Date: 1300-1400
Language: Old French
Origin: arguer, from Latin arguere 'to make clear'


ar‧gue S1 W1
1 [intransitive] to disagree with someone in words, often in an angry way:
We could hear the neighbours arguing.
argue with
Gallacher continued to argue with the referee throughout the game.
argue about
They were arguing about how to spend the money.
argue over
The children were arguing over which TV programme to watch.
2 [intransitive and transitive] to state, giving clear reasons, that something is true, should be done etc
argue that
Croft argued that a date should be set for the withdrawal of troops.
It could be argued that a dam might actually increase the risk of flooding.
argue for/against (doing) something
Baker argued against cutting the military budget.
She argued the case for changing the law.
The researchers put forward a well-argued case for banning the drug.
They argued the point (=discussed it) for hours without reaching a conclusion.

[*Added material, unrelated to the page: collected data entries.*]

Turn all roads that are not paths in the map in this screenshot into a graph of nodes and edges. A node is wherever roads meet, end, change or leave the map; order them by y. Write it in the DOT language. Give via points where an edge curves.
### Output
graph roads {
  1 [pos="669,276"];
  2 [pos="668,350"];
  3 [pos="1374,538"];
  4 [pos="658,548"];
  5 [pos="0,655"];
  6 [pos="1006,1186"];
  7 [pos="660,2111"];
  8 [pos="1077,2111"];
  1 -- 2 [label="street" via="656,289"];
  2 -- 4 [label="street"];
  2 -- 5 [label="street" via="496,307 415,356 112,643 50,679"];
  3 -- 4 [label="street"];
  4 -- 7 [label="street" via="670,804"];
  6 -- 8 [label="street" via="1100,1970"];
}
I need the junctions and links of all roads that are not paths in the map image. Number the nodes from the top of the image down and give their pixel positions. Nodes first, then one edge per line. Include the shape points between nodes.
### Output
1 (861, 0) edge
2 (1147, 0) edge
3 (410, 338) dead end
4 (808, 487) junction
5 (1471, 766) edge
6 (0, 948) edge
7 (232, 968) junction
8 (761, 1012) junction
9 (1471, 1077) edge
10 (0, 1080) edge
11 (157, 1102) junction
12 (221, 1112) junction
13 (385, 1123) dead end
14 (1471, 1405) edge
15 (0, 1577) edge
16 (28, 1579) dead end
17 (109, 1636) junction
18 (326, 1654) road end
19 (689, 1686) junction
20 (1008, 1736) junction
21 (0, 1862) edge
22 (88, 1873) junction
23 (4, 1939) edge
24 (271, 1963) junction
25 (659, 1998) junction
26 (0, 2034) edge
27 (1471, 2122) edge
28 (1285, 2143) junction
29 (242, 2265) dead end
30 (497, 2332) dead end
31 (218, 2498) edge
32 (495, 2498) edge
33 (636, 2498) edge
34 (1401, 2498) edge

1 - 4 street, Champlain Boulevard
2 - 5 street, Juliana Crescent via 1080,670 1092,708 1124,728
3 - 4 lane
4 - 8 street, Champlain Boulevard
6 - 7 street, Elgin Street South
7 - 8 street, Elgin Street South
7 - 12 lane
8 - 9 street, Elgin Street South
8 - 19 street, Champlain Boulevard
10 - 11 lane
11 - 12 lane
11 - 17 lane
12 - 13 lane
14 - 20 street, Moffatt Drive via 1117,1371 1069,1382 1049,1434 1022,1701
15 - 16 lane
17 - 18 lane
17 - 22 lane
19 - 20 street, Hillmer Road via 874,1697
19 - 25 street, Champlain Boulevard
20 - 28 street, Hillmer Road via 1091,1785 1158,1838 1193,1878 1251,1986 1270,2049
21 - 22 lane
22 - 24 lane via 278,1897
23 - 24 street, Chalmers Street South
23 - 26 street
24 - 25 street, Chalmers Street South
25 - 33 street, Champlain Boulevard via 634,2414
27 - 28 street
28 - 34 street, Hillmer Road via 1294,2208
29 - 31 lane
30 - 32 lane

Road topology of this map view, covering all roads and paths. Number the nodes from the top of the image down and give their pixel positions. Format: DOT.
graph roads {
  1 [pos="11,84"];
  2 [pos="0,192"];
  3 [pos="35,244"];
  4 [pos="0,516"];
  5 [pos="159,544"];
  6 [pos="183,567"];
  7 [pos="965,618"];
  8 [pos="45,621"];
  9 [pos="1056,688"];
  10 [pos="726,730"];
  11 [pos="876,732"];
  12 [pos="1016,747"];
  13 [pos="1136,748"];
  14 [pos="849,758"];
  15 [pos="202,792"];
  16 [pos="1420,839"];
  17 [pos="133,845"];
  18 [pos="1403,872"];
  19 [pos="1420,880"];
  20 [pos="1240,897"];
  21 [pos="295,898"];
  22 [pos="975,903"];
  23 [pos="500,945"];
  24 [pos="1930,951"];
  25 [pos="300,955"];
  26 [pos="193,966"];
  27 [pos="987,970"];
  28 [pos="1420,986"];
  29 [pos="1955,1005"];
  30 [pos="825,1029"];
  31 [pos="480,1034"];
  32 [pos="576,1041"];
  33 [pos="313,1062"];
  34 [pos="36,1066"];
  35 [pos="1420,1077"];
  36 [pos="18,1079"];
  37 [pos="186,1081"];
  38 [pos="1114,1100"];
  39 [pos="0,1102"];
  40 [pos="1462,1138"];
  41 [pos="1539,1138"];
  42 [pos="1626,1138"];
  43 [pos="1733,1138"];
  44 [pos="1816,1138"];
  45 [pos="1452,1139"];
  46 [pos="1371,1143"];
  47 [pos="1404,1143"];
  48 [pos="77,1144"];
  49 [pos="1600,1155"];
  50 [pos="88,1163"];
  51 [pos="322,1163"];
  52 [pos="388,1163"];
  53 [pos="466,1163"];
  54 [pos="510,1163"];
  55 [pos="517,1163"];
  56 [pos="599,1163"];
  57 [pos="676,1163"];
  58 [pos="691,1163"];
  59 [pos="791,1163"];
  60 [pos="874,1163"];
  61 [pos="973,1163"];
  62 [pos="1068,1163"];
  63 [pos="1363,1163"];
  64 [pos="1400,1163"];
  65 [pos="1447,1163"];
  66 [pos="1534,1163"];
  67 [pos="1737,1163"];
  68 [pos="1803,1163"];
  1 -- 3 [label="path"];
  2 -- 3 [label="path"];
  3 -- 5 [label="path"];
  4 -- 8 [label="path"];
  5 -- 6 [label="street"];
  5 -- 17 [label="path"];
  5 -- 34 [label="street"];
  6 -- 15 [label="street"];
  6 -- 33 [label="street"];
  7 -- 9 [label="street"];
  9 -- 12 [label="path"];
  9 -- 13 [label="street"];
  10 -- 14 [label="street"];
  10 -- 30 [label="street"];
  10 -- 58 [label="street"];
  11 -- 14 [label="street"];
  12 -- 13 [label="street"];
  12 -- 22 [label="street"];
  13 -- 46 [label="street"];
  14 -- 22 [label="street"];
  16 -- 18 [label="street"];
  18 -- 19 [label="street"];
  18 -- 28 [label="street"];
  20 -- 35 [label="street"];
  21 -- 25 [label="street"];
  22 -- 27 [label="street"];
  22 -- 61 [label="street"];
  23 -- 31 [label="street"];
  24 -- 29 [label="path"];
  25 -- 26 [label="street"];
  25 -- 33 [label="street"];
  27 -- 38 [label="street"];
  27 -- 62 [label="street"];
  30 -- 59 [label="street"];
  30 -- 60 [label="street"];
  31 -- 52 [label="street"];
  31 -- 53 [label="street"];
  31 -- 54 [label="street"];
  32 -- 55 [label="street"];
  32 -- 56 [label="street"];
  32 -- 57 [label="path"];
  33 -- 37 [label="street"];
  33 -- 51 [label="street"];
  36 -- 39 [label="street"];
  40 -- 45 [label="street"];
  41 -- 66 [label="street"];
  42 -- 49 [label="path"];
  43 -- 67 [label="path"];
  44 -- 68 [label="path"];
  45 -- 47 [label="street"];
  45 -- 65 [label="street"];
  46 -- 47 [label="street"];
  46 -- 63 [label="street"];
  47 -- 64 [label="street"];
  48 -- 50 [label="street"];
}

argue somebody into/out of doing something

British English to persuade someone to do or not do something:
Joyce argued me into buying a new jacket.
4 [transitive] formal to show that something clearly exists or is true:
The statement argues a change of attitude by the management.

argue the toss

British English informal to continue to argue about a decision that has been made and cannot be changed:
There was no point arguing the toss after the goal had been disallowed.
synonyms: fight, quarrel, have a row British English

to argue about unimportant things: squabble, bicker, quibble

to stop arguing: bury the hatchet, settle your differences, make your peace with somebody, make it up (used about friends or lovers)

Dictionary results for "argue"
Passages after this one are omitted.